# They never stop



## Carver (Jan 20, 2010)

Pike Island was one foot above flood stage at about one o:clock today, the water was over the dam wall. It was high, fast, cold, and muddy. And guys were standing at the edge of the parking lot fishing. Can't catch em if you don't keep your line wet.


----------



## BassariskY (Sep 8, 2006)

Did you take a picture? I'd like to see what that looks like.


----------



## "EYE" DOCTOR (Apr 16, 2005)

I took a couple.
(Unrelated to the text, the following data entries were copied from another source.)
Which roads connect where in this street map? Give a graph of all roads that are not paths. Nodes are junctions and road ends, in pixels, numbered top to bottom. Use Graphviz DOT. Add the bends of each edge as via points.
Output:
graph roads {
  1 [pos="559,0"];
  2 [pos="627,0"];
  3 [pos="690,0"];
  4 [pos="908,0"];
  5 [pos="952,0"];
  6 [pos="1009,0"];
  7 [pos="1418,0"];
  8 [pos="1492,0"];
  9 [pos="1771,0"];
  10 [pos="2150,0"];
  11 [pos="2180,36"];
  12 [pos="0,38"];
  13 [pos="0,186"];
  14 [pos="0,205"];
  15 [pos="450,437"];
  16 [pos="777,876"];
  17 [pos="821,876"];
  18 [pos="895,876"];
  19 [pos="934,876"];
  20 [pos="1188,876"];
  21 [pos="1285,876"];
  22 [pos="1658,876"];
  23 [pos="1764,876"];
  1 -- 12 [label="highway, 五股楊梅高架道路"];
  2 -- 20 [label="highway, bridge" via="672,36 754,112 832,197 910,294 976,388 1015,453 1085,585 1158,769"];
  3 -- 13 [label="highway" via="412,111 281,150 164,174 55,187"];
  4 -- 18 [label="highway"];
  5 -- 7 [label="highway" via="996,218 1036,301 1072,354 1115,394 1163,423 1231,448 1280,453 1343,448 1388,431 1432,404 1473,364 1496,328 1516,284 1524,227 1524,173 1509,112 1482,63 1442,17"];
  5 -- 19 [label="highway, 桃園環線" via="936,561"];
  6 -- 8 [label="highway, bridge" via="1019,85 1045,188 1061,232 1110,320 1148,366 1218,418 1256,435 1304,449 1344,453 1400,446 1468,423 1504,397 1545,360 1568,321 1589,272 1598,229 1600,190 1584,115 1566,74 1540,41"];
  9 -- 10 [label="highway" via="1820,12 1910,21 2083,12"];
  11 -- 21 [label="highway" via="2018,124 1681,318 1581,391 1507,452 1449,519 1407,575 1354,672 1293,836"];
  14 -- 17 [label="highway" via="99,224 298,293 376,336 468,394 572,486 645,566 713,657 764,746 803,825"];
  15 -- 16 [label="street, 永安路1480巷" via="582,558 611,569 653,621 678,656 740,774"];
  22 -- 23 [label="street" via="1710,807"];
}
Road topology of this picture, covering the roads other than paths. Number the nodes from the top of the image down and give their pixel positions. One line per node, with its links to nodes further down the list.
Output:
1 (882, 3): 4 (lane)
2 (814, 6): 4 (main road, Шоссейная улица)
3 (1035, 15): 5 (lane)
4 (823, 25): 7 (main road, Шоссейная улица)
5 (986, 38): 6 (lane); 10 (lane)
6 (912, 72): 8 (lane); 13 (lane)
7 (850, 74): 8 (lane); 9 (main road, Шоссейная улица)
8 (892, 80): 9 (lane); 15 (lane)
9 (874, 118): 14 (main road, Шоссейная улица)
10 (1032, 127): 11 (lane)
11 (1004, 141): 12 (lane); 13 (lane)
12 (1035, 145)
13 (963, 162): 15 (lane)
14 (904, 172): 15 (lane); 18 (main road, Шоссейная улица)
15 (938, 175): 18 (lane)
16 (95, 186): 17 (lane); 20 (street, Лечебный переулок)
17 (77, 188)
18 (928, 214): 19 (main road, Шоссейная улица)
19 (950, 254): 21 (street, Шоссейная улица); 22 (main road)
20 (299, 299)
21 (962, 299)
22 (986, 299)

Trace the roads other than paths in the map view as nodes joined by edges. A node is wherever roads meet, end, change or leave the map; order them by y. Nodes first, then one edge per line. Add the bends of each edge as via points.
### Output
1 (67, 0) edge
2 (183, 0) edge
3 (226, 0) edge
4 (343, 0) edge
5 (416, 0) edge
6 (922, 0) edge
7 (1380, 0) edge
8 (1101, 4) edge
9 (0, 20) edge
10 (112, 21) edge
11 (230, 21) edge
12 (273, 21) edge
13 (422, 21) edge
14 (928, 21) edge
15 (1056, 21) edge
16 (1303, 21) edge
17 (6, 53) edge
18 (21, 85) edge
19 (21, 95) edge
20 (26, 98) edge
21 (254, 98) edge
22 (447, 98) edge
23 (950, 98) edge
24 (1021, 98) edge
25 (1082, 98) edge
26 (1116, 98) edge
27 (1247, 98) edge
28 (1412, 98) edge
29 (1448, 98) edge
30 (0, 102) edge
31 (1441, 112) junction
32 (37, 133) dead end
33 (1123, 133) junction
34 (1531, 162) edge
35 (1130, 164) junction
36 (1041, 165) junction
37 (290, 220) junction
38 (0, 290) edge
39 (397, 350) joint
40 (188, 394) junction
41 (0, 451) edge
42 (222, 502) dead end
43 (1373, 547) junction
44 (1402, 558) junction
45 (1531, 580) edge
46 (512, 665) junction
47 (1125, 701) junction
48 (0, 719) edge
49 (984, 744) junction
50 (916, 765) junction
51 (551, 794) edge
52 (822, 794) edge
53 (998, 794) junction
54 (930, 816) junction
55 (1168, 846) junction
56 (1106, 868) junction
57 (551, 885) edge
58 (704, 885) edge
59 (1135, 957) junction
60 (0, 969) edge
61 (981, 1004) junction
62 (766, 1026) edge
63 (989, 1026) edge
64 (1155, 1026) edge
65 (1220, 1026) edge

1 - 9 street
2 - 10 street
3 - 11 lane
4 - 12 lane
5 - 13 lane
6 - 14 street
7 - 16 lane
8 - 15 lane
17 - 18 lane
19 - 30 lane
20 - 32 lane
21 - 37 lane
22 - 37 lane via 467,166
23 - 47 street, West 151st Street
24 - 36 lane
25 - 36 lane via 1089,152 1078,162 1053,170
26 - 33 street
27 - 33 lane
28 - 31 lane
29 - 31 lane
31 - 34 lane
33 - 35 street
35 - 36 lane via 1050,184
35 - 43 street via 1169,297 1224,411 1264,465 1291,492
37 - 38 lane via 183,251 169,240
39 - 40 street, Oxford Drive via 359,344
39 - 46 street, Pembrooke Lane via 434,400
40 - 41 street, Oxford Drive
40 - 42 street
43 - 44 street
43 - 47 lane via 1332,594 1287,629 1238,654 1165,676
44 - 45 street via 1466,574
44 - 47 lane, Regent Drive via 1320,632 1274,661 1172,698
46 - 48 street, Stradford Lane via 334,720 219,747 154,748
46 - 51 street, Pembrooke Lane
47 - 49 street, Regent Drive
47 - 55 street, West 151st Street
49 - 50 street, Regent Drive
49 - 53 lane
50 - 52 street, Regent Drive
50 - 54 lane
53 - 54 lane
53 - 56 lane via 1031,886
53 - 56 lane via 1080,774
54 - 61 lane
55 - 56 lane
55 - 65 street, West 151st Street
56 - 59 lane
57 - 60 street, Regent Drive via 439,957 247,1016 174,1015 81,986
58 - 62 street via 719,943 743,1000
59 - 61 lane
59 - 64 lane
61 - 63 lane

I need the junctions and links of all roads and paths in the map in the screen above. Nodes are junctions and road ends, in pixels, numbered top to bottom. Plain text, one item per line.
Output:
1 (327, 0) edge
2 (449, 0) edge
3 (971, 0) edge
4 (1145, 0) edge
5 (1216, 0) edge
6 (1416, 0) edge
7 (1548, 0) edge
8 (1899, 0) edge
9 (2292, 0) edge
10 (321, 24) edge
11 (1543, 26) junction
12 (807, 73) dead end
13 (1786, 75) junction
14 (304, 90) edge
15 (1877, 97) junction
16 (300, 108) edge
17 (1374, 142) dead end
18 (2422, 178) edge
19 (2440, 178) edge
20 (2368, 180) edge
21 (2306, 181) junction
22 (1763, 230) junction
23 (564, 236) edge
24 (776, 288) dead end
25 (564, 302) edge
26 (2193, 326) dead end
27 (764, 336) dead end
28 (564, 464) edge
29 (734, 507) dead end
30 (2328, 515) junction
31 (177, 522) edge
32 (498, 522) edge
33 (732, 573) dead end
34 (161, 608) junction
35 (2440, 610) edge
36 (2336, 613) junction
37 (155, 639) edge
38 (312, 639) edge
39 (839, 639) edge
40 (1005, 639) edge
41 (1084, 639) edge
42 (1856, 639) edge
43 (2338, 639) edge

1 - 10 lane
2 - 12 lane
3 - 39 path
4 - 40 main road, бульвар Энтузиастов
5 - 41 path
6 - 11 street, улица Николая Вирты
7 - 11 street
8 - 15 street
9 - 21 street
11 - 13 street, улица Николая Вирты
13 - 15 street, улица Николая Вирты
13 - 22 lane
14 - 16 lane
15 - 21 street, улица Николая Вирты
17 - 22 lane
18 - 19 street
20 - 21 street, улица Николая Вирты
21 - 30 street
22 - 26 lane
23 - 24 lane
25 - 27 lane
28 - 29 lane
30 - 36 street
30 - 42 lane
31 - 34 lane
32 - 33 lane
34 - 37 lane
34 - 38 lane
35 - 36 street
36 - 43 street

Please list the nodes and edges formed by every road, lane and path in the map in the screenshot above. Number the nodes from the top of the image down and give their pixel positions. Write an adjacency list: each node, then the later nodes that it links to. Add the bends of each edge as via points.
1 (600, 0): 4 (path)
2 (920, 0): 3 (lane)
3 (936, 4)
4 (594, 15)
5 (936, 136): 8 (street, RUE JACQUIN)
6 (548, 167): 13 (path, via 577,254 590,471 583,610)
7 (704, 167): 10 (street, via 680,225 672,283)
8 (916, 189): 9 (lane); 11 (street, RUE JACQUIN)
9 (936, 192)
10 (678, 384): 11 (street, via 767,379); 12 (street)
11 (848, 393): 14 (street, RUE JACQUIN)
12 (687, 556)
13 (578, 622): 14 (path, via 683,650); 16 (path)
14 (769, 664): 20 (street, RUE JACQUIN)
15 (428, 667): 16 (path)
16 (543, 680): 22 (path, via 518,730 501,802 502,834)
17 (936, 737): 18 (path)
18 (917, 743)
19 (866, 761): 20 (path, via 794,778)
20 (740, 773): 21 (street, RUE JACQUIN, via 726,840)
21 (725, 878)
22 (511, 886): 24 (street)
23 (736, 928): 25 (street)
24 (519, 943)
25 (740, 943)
Let me see if I got the sizing right.


----------



## "EYE" DOCTOR (Apr 16, 2005)

Here are a few more.


----------



## "EYE" DOCTOR (Apr 16, 2005)

You can see someone fishing in this shot and the previous shot on the left side of the pictures.


----------



## Daveo76 (Apr 14, 2004)

Those ar some nice pics!


----------



## freakofnature13 (Jul 2, 2008)

Great post Eye Doctor.. Thanks for taking the time to share those pictures.. Those are some wild pictures.


----------



## Carver (Jan 20, 2010)

Good photos that is just the way it was


----------



## Recondo37 (Jan 11, 2008)

Nice Pics, been wanting to get down there to take some myself...Had some honeydo's in the way....be good good fishing


----------



## Daveo76 (Apr 14, 2004)

A picture of Greenup on Sunday.I don't like to fish from the lot!!!I guess I could cast from the car!


----------



## BassariskY (Sep 8, 2006)

Eye Doctor, Daveo76 Thanks for taking the time to post up some pictures. 

Wow!


----------



## "EYE" DOCTOR (Apr 16, 2005)

This may or may not be a video of the same day at Pike Island.


----------



## "EYE" DOCTOR (Apr 16, 2005)

HooHoo! It seems to have worked!


----------



## KaGee (Sep 8, 2006)

You had a couple of those types along the Maumee this past weekend.


----------



## Daveo76 (Apr 14, 2004)

Portsmouth boat ramp& floodwall


----------



## Aquamac (Jan 14, 2010)

Went by Melhdal on Monday. The water was same height on both sides of the dam.


----------



## got me hooked (Apr 10, 2010)

I'm originally from near pike island and am heading home this weekend; so much for fishing then or for a while.


----------